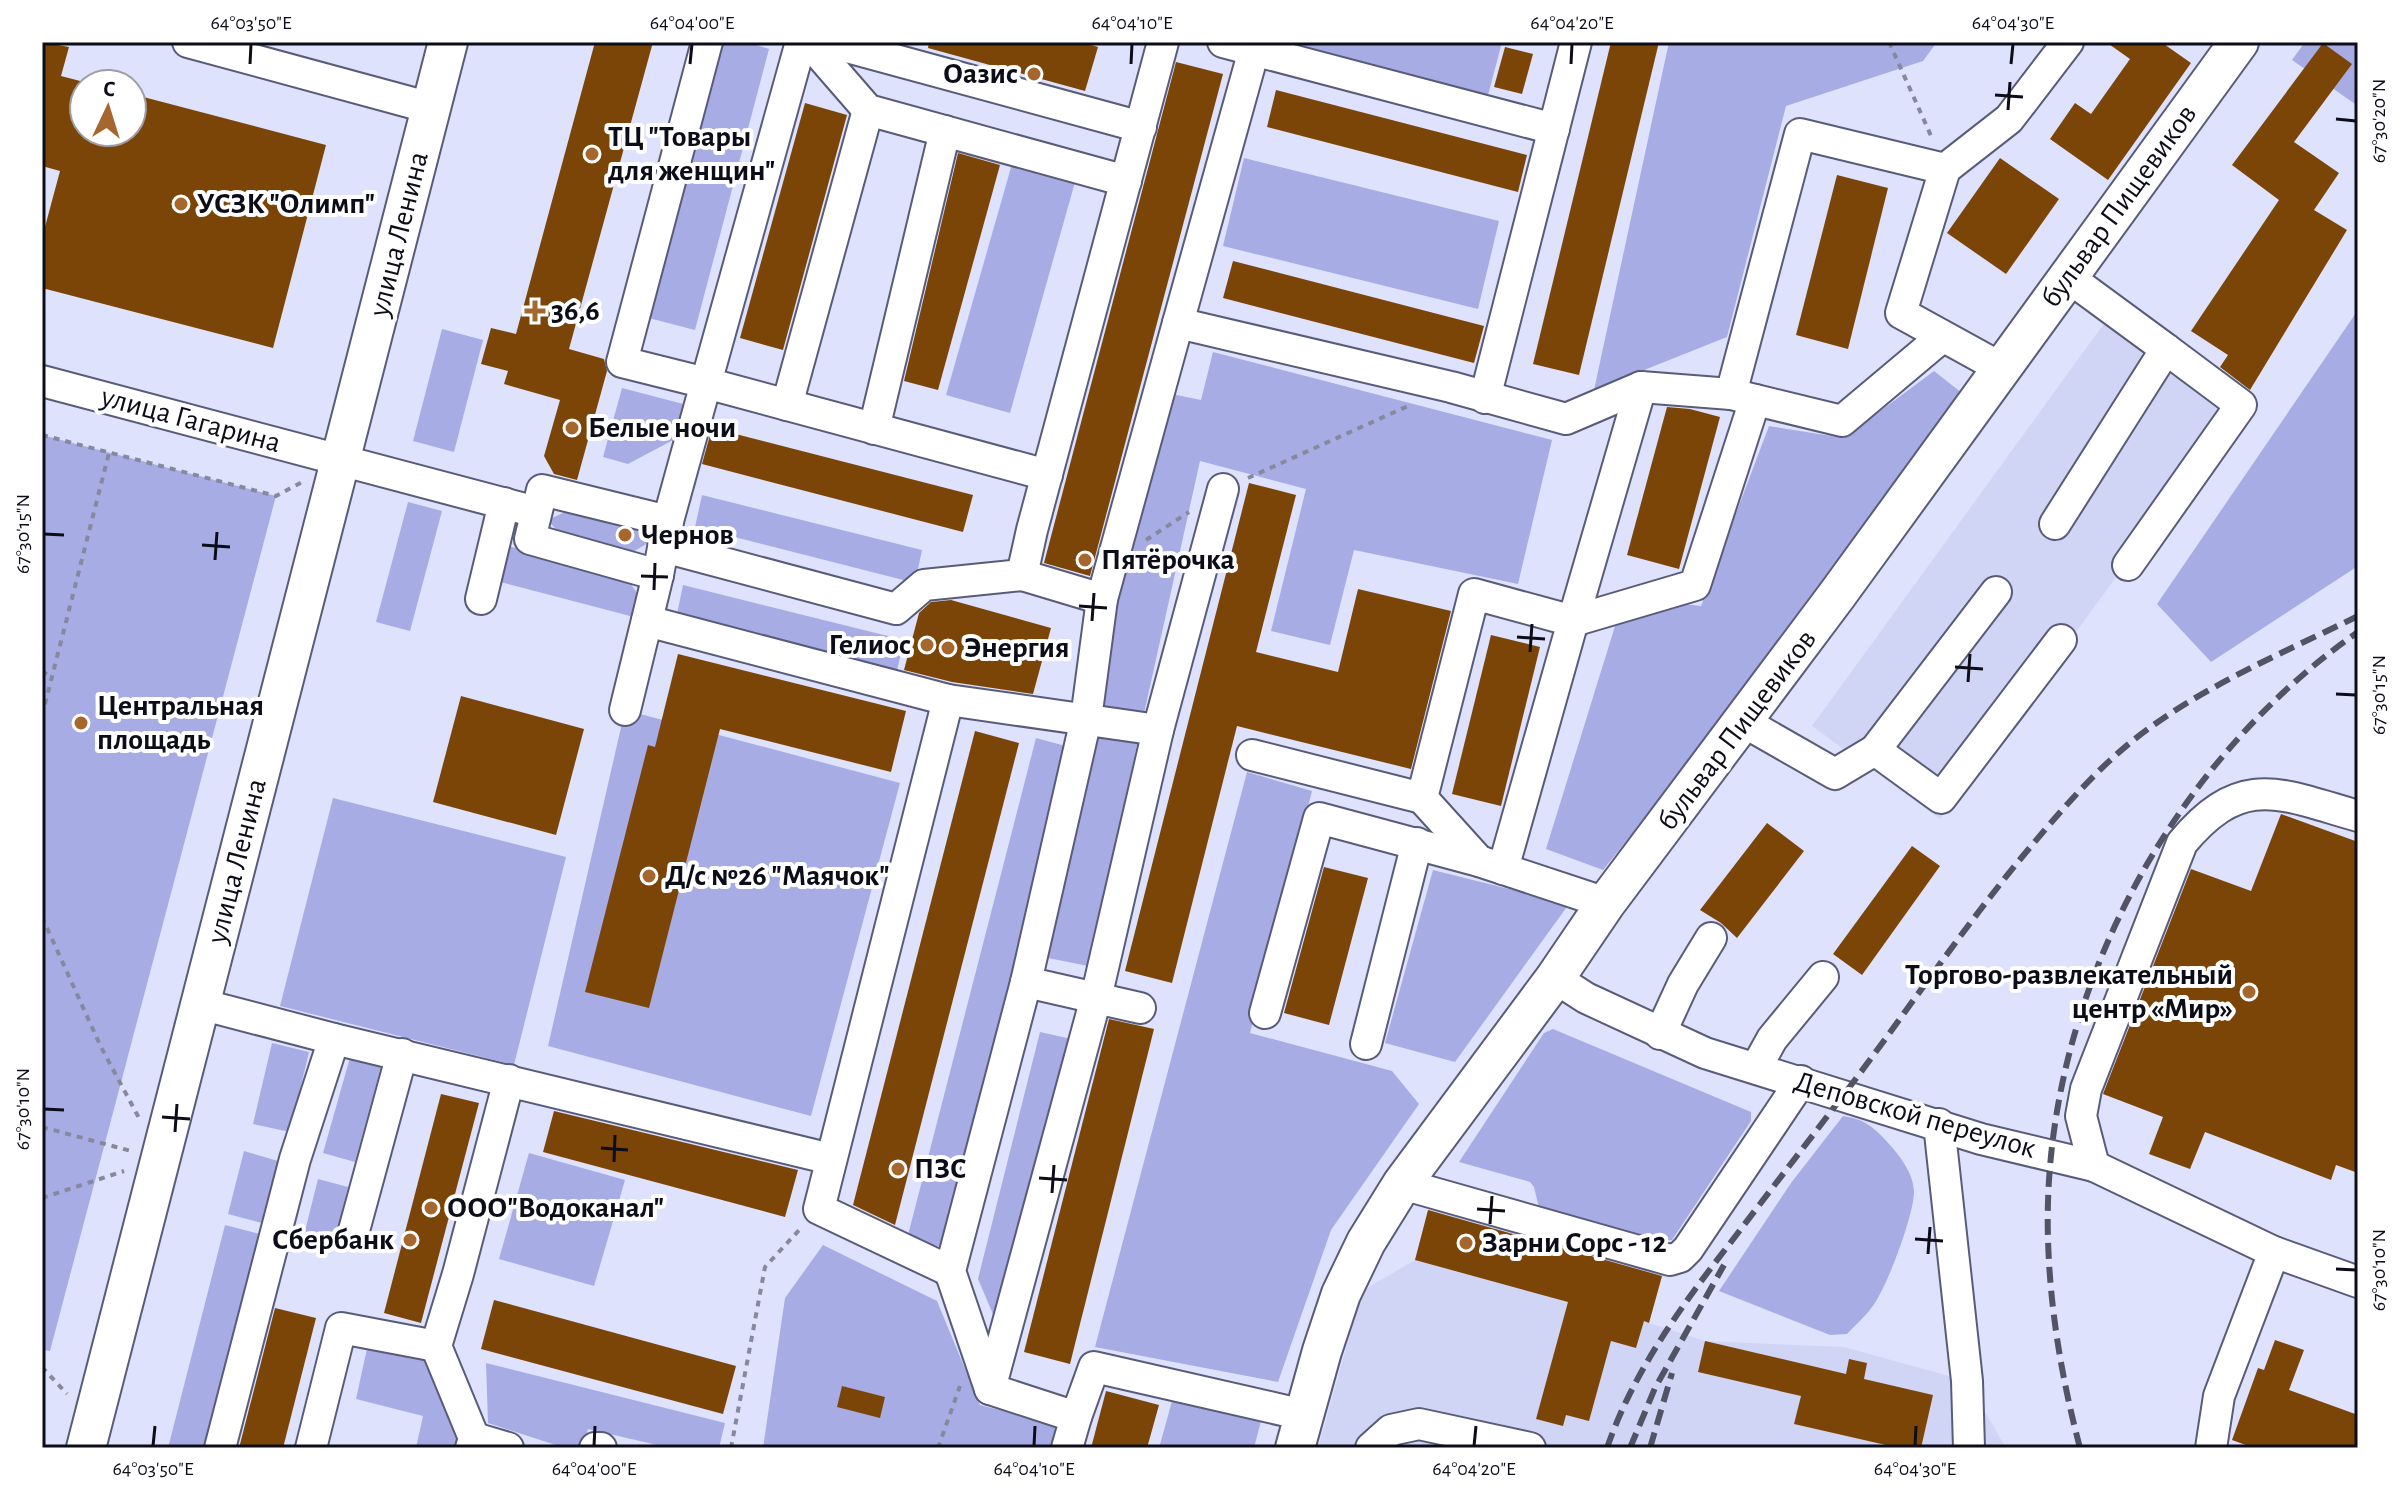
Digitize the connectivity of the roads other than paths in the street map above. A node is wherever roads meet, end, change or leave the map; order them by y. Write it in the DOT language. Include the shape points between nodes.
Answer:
graph roads {
  1 [pos="188,42"];
  2 [pos="448,42"];
  3 [pos="707,42"];
  4 [pos="801,42"];
  5 [pos="809,42"];
  6 [pos="829,42"];
  7 [pos="1163,42"];
  8 [pos="1223,42"];
  9 [pos="1576,42"];
  10 [pos="2068,42"];
  11 [pos="2239,42"];
  12 [pos="1254,50"];
  13 [pos="431,108"];
  14 [pos="868,110"];
  15 [pos="1141,127"];
  16 [pos="1554,129"];
  17 [pos="945,131"];
  18 [pos="1945,169"];
  19 [pos="1126,181"];
  20 [pos="2068,277"];
  21 [pos="1178,323"];
  22 [pos="1942,337"];
  23 [pos="2166,349"];
  24 [pos="2001,368"];
  25 [pos="42,381"];
  26 [pos="706,383"];
  27 [pos="1641,387"];
  28 [pos="1743,397"];
  29 [pos="1485,398"];
  30 [pos="787,405"];
  31 [pos="874,429"];
  32 [pos="341,460"];
  33 [pos="1047,475"];
  34 [pos="1223,489"];
  35 [pos="504,503"];
  36 [pos="536,512"];
  37 [pos="2055,524"];
  38 [pos="663,548"];
  39 [pos="2128,565"];
  40 [pos="1022,575"];
  41 [pos="1996,592"];
  42 [pos="481,599"];
  43 [pos="1102,599"];
  44 [pos="647,621"];
  45 [pos="1573,621"];
  46 [pos="2061,640"];
  47 [pos="948,700"];
  48 [pos="625,710"];
  49 [pos="1086,719"];
  50 [pos="1744,722"];
  51 [pos="1158,730"];
  52 [pos="1875,750"];
  53 [pos="1252,755"];
  54 [pos="1422,798"];
  55 [pos="2358,816"];
  56 [pos="1417,843"];
  57 [pos="1491,865"];
  58 [pos="1606,903"];
  59 [pos="1711,938"];
  60 [pos="1823,977"];
  61 [pos="1555,978"];
  62 [pos="1026,982"];
  63 [pos="1096,998"];
  64 [pos="200,1004"];
  65 [pos="1140,1008"];
  66 [pos="1265,1013"];
  67 [pos="1660,1034"];
  68 [pos="334,1039"];
  69 [pos="1366,1044"];
  70 [pos="402,1054"];
  71 [pos="1756,1068"];
  72 [pos="509,1080"];
  73 [pos="1801,1081"];
  74 [pos="1939,1124"];
  75 [pos="831,1159"];
  76 [pos="2094,1166"];
  77 [pos="1402,1184"];
  78 [pos="353,1234"];
  79 [pos="2274,1252"];
  80 [pos="950,1271"];
  81 [pos="2358,1282"];
  82 [pos="436,1346"];
  83 [pos="990,1389"];
  84 [pos="1076,1417"];
  85 [pos="1300,1431"];
  86 [pos="472,1443"];
  87 [pos="86,1448"];
  88 [pos="220,1448"];
  89 [pos="311,1448"];
  90 [pos="508,1448"];
  91 [pos="595,1448"];
  92 [pos="601,1448"];
  93 [pos="1067,1448"];
  94 [pos="1371,1448"];
  95 [pos="1530,1448"];
  96 [pos="1969,1448"];
  97 [pos="2211,1448"];
  1 -- 13 [label="street"];
  2 -- 13 [label="main road, улица Ленина"];
  3 -- 26 [label="street" via="622,362"];
  4 -- 26 [label="street"];
  5 -- 14 [label="street"];
  6 -- 15 [label="street"];
  7 -- 15 [label="street"];
  8 -- 12 [label="street"];
  9 -- 16 [label="street"];
  10 -- 18 [label="street" via="2009,119"];
  11 -- 20 [label="main road, бульвар Пищевиков"];
  12 -- 16 [label="street"];
  12 -- 21 [label="street"];
  13 -- 32 [label="main road, улица Ленина"];
  14 -- 17 [label="street"];
  14 -- 30 [label="street"];
  15 -- 19 [label="street"];
  16 -- 29 [label="street"];
  17 -- 19 [label="street"];
  17 -- 31 [label="street"];
  18 -- 22 [label="street" via="1901,313"];
  18 -- 28 [label="street" via="1800,134"];
  19 -- 33 [label="street"];
  20 -- 23 [label="street"];
  20 -- 24 [label="main road, бульвар Пищевиков"];
  21 -- 29 [label="street"];
  21 -- 43 [label="street"];
  22 -- 24 [label="street"];
  22 -- 28 [label="street" via="1842,421"];
  23 -- 37 [label="street"];
  23 -- 39 [label="street" via="2241,405"];
  24 -- 50 [label="main road, бульвар Пищевиков"];
  25 -- 32 [label="street, улица Гагарина"];
  26 -- 30 [label="street"];
  26 -- 38 [label="street"];
  27 -- 28 [label="street"];
  27 -- 29 [label="street" via="1566,419"];
  27 -- 45 [label="street"];
  28 -- 45 [label="street" via="1695,585"];
  30 -- 31 [label="street"];
  31 -- 33 [label="street"];
  32 -- 35 [label="street, улица Гагарина"];
  32 -- 64 [label="main road, улица Ленина"];
  33 -- 40 [label="street"];
  34 -- 51 [label="street"];
  35 -- 36 [label="street, улица Гагарина"];
  35 -- 42 [label="street"];
  36 -- 38 [label="street" via="542,490"];
  36 -- 38 [label="street" via="530,539"];
  38 -- 40 [label="street" via="896,609 924,585"];
  38 -- 44 [label="street"];
  40 -- 43 [label="street"];
  41 -- 52 [label="street"];
  43 -- 49 [label="street"];
  44 -- 47 [label="street"];
  44 -- 48 [label="street"];
  45 -- 54 [label="street" via="1474,594"];
  45 -- 57 [label="street"];
  46 -- 52 [label="street" via="1941,798"];
  47 -- 49 [label="street"];
  47 -- 75 [label="street"];
  49 -- 51 [label="street"];
  49 -- 62 [label="street"];
  50 -- 52 [label="street" via="1835,774"];
  50 -- 58 [label="main road, бульвар Пищевиков"];
  51 -- 63 [label="street"];
  53 -- 54 [label="street"];
  54 -- 57 [label="street"];
  55 -- 76 [label="street" via="2289,797 2241,796 2206,815 2182,843 2086,1089 2081,1116"];
  56 -- 57 [label="street"];
  56 -- 66 [label="street" via="1319,818"];
  56 -- 69 [label="street"];
  57 -- 58 [label="street"];
  58 -- 61 [label="main road, бульвар Пищевиков"];
  59 -- 67 [label="street"];
  60 -- 71 [label="street" via="1772,1039"];
  61 -- 67 [label="street, Деповской переулок"];
  61 -- 77 [label="main road, бульвар Пищевиков"];
  62 -- 63 [label="street"];
  62 -- 80 [label="street"];
  63 -- 65 [label="street"];
  63 -- 83 [label="street"];
  64 -- 68 [label="street"];
  64 -- 87 [label="main road, улица Ленина"];
  67 -- 71 [label="street, Деповской переулок"];
  68 -- 70 [label="street"];
  68 -- 88 [label="street" via="295,1159"];
  70 -- 72 [label="street"];
  70 -- 78 [label="street"];
  71 -- 73 [label="street, Деповской переулок"];
  72 -- 75 [label="street"];
  72 -- 82 [label="street"];
  73 -- 74 [label="street, Деповской переулок"];
  73 -- 77 [label="street" via="1688,1249 1670,1260"];
  74 -- 76 [label="street, Деповской переулок"];
  74 -- 96 [label="street" via="1967,1381"];
  75 -- 80 [label="street" via="819,1209"];
  76 -- 79 [label="street, Деповской переулок"];
  77 -- 85 [label="main road, бульвар Пищевиков" via="1341,1294"];
  79 -- 81 [label="street, Деповской переулок"];
  79 -- 97 [label="street" via="2219,1396"];
  80 -- 83 [label="street"];
  82 -- 86 [label="street"];
  82 -- 89 [label="street" via="341,1328"];
  83 -- 84 [label="street"];
  84 -- 85 [label="street" via="1094,1367"];
  84 -- 93 [label="street"];
  86 -- 90 [label="street"];
  91 -- 92 [label="street"];
  94 -- 95 [label="street" via="1391,1430 1419,1424"];
}
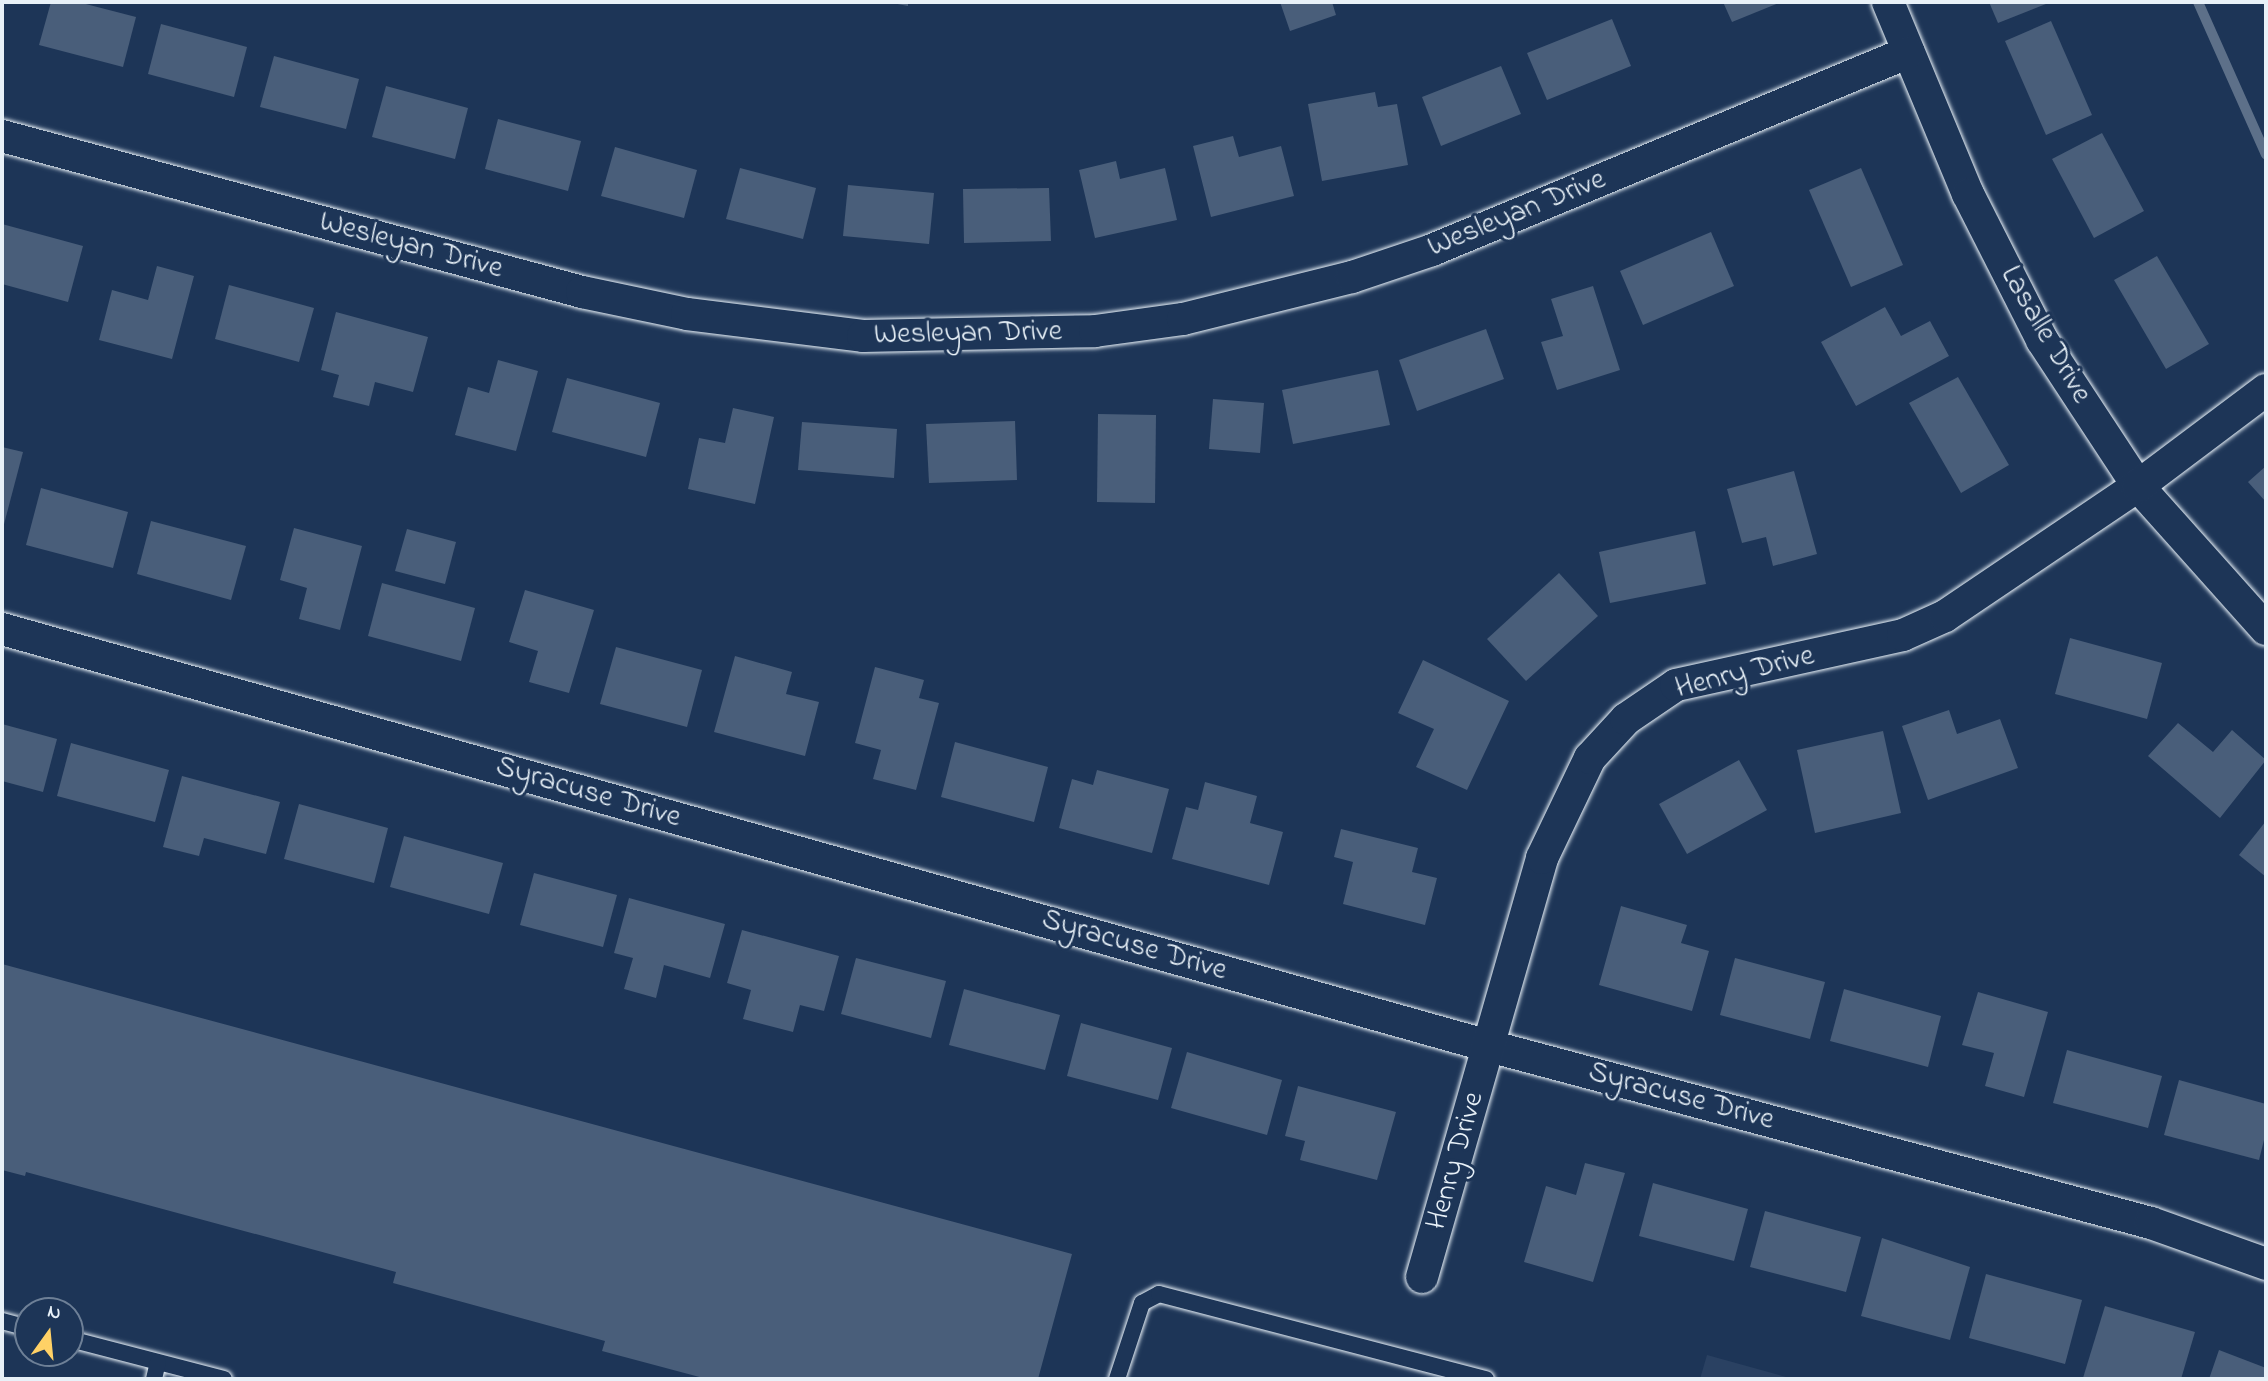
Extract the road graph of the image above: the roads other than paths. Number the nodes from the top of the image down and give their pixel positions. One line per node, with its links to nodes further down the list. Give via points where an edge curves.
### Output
1 (1888, 2): 2 (street, Lasalle Drive)
2 (1909, 52): 3 (street, Wesleyan Drive, via 1432,250 1352,277 1183,319 1095,331 863,337 687,314 582,292); 5 (street, Lasalle Drive, via 1968,194 2042,340)
3 (2, 136)
4 (2266, 390): 5 (street, Henry Drive)
5 (2138, 486): 7 (street, Lasalle Drive); 8 (street, Henry Drive, via 1945,616 1903,635 1676,685 1626,719 1590,758 1542,858)
6 (2, 628): 8 (street, Syracuse Drive)
7 (2266, 629)
8 (1489, 1046): 9 (street, Syracuse Drive, via 2151,1223); 10 (street, Henry Drive)
9 (2266, 1264)
10 (1422, 1277)
11 (84, 1343): 12 (lane)
12 (158, 1362): 13 (lane); 14 (lane)
13 (154, 1379)
14 (224, 1379)
15 (1117, 1379): 16 (lane, via 1142,1303 1159,1294)
16 (1486, 1379)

◆ ◆ ◆ ◆ ◆

> Aim of the task
Determine how many of the lines above include the word "Henry", then give that number and nothing else.

> Completed exercise
3